_Task prompt_. In your answer, every line of the records should be written out exactly.

╭─ Provided information

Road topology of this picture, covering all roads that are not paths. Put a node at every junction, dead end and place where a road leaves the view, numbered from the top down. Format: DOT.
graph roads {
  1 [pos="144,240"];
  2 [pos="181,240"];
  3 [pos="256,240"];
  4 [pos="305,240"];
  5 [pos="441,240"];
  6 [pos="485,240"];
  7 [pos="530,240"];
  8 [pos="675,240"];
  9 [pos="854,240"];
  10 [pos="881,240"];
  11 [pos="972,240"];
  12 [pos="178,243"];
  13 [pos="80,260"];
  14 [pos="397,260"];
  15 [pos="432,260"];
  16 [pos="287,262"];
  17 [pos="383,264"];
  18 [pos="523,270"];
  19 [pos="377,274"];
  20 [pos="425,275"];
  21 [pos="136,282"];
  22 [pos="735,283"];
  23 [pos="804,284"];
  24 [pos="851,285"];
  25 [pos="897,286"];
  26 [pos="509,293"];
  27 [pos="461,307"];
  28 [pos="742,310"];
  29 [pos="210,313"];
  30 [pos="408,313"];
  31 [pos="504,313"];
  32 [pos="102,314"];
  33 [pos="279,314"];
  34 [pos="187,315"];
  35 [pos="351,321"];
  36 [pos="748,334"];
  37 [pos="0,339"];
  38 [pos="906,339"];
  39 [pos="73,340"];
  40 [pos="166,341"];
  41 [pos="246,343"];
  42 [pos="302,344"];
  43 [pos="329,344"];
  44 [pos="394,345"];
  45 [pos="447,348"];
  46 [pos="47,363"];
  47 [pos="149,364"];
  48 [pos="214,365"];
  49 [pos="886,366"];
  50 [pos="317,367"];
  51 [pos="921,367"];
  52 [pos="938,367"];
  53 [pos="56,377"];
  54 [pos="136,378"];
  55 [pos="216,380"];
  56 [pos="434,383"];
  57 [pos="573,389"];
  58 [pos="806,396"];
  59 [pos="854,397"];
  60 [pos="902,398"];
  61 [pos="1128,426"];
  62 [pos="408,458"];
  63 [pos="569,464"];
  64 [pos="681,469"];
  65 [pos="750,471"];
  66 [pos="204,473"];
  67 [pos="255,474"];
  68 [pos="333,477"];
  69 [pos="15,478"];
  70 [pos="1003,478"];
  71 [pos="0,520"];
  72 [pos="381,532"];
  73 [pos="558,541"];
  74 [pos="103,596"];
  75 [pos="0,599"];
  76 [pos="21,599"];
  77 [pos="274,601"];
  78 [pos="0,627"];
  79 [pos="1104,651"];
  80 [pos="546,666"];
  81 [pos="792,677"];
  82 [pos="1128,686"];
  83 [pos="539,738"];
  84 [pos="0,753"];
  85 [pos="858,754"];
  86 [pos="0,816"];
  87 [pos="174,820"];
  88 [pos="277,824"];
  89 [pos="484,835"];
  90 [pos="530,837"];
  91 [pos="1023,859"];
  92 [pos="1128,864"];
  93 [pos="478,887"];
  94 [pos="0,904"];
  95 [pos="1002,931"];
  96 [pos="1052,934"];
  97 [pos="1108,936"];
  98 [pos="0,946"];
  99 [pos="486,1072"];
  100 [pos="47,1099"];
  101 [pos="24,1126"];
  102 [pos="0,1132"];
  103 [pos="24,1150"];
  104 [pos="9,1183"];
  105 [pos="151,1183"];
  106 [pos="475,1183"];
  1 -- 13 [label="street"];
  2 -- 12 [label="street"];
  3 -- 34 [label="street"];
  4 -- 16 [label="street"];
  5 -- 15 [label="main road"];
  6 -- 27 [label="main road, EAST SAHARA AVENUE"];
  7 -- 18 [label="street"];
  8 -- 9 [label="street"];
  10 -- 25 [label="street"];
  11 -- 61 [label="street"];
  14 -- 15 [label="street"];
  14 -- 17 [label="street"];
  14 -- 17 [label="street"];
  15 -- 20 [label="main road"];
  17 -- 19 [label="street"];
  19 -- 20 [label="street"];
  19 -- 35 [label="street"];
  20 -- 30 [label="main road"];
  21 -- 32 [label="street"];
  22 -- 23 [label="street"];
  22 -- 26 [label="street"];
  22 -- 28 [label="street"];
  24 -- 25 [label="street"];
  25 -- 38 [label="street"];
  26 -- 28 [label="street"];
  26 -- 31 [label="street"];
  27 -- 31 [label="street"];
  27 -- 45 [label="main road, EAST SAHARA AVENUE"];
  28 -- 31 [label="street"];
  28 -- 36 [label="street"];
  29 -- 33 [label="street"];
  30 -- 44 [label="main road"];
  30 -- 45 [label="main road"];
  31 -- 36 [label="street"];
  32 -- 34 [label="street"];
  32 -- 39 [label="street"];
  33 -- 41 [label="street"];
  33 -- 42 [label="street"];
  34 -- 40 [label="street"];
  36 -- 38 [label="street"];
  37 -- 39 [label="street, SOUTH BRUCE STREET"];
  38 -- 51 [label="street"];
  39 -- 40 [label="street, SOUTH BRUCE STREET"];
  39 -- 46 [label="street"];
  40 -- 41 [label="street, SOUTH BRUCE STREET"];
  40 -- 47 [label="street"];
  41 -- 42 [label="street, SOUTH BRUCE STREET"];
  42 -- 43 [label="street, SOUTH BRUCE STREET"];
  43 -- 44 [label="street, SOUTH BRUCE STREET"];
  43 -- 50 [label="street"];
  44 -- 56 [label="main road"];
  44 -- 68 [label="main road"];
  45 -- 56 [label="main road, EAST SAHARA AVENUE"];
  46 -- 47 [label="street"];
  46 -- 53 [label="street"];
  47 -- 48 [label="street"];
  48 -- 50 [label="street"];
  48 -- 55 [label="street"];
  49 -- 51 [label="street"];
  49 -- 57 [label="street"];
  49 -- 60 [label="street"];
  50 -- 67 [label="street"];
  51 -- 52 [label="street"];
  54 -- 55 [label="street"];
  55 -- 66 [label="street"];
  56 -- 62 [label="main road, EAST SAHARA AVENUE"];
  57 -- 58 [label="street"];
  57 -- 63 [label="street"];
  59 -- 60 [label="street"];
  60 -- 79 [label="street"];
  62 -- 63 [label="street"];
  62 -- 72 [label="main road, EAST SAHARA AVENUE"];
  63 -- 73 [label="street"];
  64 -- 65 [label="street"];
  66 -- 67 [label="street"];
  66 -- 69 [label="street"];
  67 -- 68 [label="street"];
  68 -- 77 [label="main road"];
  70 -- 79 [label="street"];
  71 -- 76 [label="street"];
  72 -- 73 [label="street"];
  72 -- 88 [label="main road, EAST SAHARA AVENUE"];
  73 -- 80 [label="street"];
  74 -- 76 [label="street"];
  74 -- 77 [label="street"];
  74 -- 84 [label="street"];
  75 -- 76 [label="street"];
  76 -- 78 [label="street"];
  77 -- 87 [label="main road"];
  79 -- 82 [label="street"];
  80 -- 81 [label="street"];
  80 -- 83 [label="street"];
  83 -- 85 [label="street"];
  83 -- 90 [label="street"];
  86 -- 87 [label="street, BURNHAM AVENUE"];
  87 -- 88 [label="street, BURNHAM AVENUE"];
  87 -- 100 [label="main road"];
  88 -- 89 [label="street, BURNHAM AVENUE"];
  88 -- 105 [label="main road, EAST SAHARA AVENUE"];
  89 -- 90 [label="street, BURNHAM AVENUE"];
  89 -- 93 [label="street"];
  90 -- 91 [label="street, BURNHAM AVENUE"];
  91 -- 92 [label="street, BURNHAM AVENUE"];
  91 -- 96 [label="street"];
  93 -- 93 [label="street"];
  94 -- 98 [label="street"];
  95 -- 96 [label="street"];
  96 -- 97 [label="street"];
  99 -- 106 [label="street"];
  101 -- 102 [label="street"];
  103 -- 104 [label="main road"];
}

╰─

_Answer space_.
Road topology of this picture, covering all roads that are not paths. Put a node at every junction, dead end and place where a road leaves the view, numbered from the top down. Format: DOT.
graph roads {
  1 [pos="144,240"];
  2 [pos="181,240"];
  3 [pos="256,240"];
  4 [pos="305,240"];
  5 [pos="441,240"];
  6 [pos="485,240"];
  7 [pos="530,240"];
  8 [pos="675,240"];
  9 [pos="854,240"];
  10 [pos="881,240"];
  11 [pos="972,240"];
  12 [pos="178,243"];
  13 [pos="80,260"];
  14 [pos="397,260"];
  15 [pos="432,260"];
  16 [pos="287,262"];
  17 [pos="383,264"];
  18 [pos="523,270"];
  19 [pos="377,274"];
  20 [pos="425,275"];
  21 [pos="136,282"];
  22 [pos="735,283"];
  23 [pos="804,284"];
  24 [pos="851,285"];
  25 [pos="897,286"];
  26 [pos="509,293"];
  27 [pos="461,307"];
  28 [pos="742,310"];
  29 [pos="210,313"];
  30 [pos="408,313"];
  31 [pos="504,313"];
  32 [pos="102,314"];
  33 [pos="279,314"];
  34 [pos="187,315"];
  35 [pos="351,321"];
  36 [pos="748,334"];
  37 [pos="0,339"];
  38 [pos="906,339"];
  39 [pos="73,340"];
  40 [pos="166,341"];
  41 [pos="246,343"];
  42 [pos="302,344"];
  43 [pos="329,344"];
  44 [pos="394,345"];
  45 [pos="447,348"];
  46 [pos="47,363"];
  47 [pos="149,364"];
  48 [pos="214,365"];
  49 [pos="886,366"];
  50 [pos="317,367"];
  51 [pos="921,367"];
  52 [pos="938,367"];
  53 [pos="56,377"];
  54 [pos="136,378"];
  55 [pos="216,380"];
  56 [pos="434,383"];
  57 [pos="573,389"];
  58 [pos="806,396"];
  59 [pos="854,397"];
  60 [pos="902,398"];
  61 [pos="1128,426"];
  62 [pos="408,458"];
  63 [pos="569,464"];
  64 [pos="681,469"];
  65 [pos="750,471"];
  66 [pos="204,473"];
  67 [pos="255,474"];
  68 [pos="333,477"];
  69 [pos="15,478"];
  70 [pos="1003,478"];
  71 [pos="0,520"];
  72 [pos="381,532"];
  73 [pos="558,541"];
  74 [pos="103,596"];
  75 [pos="0,599"];
  76 [pos="21,599"];
  77 [pos="274,601"];
  78 [pos="0,627"];
  79 [pos="1104,651"];
  80 [pos="546,666"];
  81 [pos="792,677"];
  82 [pos="1128,686"];
  83 [pos="539,738"];
  84 [pos="0,753"];
  85 [pos="858,754"];
  86 [pos="0,816"];
  87 [pos="174,820"];
  88 [pos="277,824"];
  89 [pos="484,835"];
  90 [pos="530,837"];
  91 [pos="1023,859"];
  92 [pos="1128,864"];
  93 [pos="478,887"];
  94 [pos="0,904"];
  95 [pos="1002,931"];
  96 [pos="1052,934"];
  97 [pos="1108,936"];
  98 [pos="0,946"];
  99 [pos="486,1072"];
  100 [pos="47,1099"];
  101 [pos="24,1126"];
  102 [pos="0,1132"];
  103 [pos="24,1150"];
  104 [pos="9,1183"];
  105 [pos="151,1183"];
  106 [pos="475,1183"];
  1 -- 13 [label="street"];
  2 -- 12 [label="street"];
  3 -- 34 [label="street"];
  4 -- 16 [label="street"];
  5 -- 15 [label="main road"];
  6 -- 27 [label="main road, EAST SAHARA AVENUE"];
  7 -- 18 [label="street"];
  8 -- 9 [label="street"];
  10 -- 25 [label="street"];
  11 -- 61 [label="street"];
  14 -- 15 [label="street"];
  14 -- 17 [label="street"];
  14 -- 17 [label="street"];
  15 -- 20 [label="main road"];
  17 -- 19 [label="street"];
  19 -- 20 [label="street"];
  19 -- 35 [label="street"];
  20 -- 30 [label="main road"];
  21 -- 32 [label="street"];
  22 -- 23 [label="street"];
  22 -- 26 [label="street"];
  22 -- 28 [label="street"];
  24 -- 25 [label="street"];
  25 -- 38 [label="street"];
  26 -- 28 [label="street"];
  26 -- 31 [label="street"];
  27 -- 31 [label="street"];
  27 -- 45 [label="main road, EAST SAHARA AVENUE"];
  28 -- 31 [label="street"];
  28 -- 36 [label="street"];
  29 -- 33 [label="street"];
  30 -- 44 [label="main road"];
  30 -- 45 [label="main road"];
  31 -- 36 [label="street"];
  32 -- 34 [label="street"];
  32 -- 39 [label="street"];
  33 -- 41 [label="street"];
  33 -- 42 [label="street"];
  34 -- 40 [label="street"];
  36 -- 38 [label="street"];
  37 -- 39 [label="street, SOUTH BRUCE STREET"];
  38 -- 51 [label="street"];
  39 -- 40 [label="street, SOUTH BRUCE STREET"];
  39 -- 46 [label="street"];
  40 -- 41 [label="street, SOUTH BRUCE STREET"];
  40 -- 47 [label="street"];
  41 -- 42 [label="street, SOUTH BRUCE STREET"];
  42 -- 43 [label="street, SOUTH BRUCE STREET"];
  43 -- 44 [label="street, SOUTH BRUCE STREET"];
  43 -- 50 [label="street"];
  44 -- 56 [label="main road"];
  44 -- 68 [label="main road"];
  45 -- 56 [label="main road, EAST SAHARA AVENUE"];
  46 -- 47 [label="street"];
  46 -- 53 [label="street"];
  47 -- 48 [label="street"];
  48 -- 50 [label="street"];
  48 -- 55 [label="street"];
  49 -- 51 [label="street"];
  49 -- 57 [label="street"];
  49 -- 60 [label="street"];
  50 -- 67 [label="street"];
  51 -- 52 [label="street"];
  54 -- 55 [label="street"];
  55 -- 66 [label="street"];
  56 -- 62 [label="main road, EAST SAHARA AVENUE"];
  57 -- 58 [label="street"];
  57 -- 63 [label="street"];
  59 -- 60 [label="street"];
  60 -- 79 [label="street"];
  62 -- 63 [label="street"];
  62 -- 72 [label="main road, EAST SAHARA AVENUE"];
  63 -- 73 [label="street"];
  64 -- 65 [label="street"];
  66 -- 67 [label="street"];
  66 -- 69 [label="street"];
  67 -- 68 [label="street"];
  68 -- 77 [label="main road"];
  70 -- 79 [label="street"];
  71 -- 76 [label="street"];
  72 -- 73 [label="street"];
  72 -- 88 [label="main road, EAST SAHARA AVENUE"];
  73 -- 80 [label="street"];
  74 -- 76 [label="street"];
  74 -- 77 [label="street"];
  74 -- 84 [label="street"];
  75 -- 76 [label="street"];
  76 -- 78 [label="street"];
  77 -- 87 [label="main road"];
  79 -- 82 [label="street"];
  80 -- 81 [label="street"];
  80 -- 83 [label="street"];
  83 -- 85 [label="street"];
  83 -- 90 [label="street"];
  86 -- 87 [label="street, BURNHAM AVENUE"];
  87 -- 88 [label="street, BURNHAM AVENUE"];
  87 -- 100 [label="main road"];
  88 -- 89 [label="street, BURNHAM AVENUE"];
  88 -- 105 [label="main road, EAST SAHARA AVENUE"];
  89 -- 90 [label="street, BURNHAM AVENUE"];
  89 -- 93 [label="street"];
  90 -- 91 [label="street, BURNHAM AVENUE"];
  91 -- 92 [label="street, BURNHAM AVENUE"];
  91 -- 96 [label="street"];
  93 -- 93 [label="street"];
  94 -- 98 [label="street"];
  95 -- 96 [label="street"];
  96 -- 97 [label="street"];
  99 -- 106 [label="street"];
  101 -- 102 [label="street"];
  103 -- 104 [label="main road"];
}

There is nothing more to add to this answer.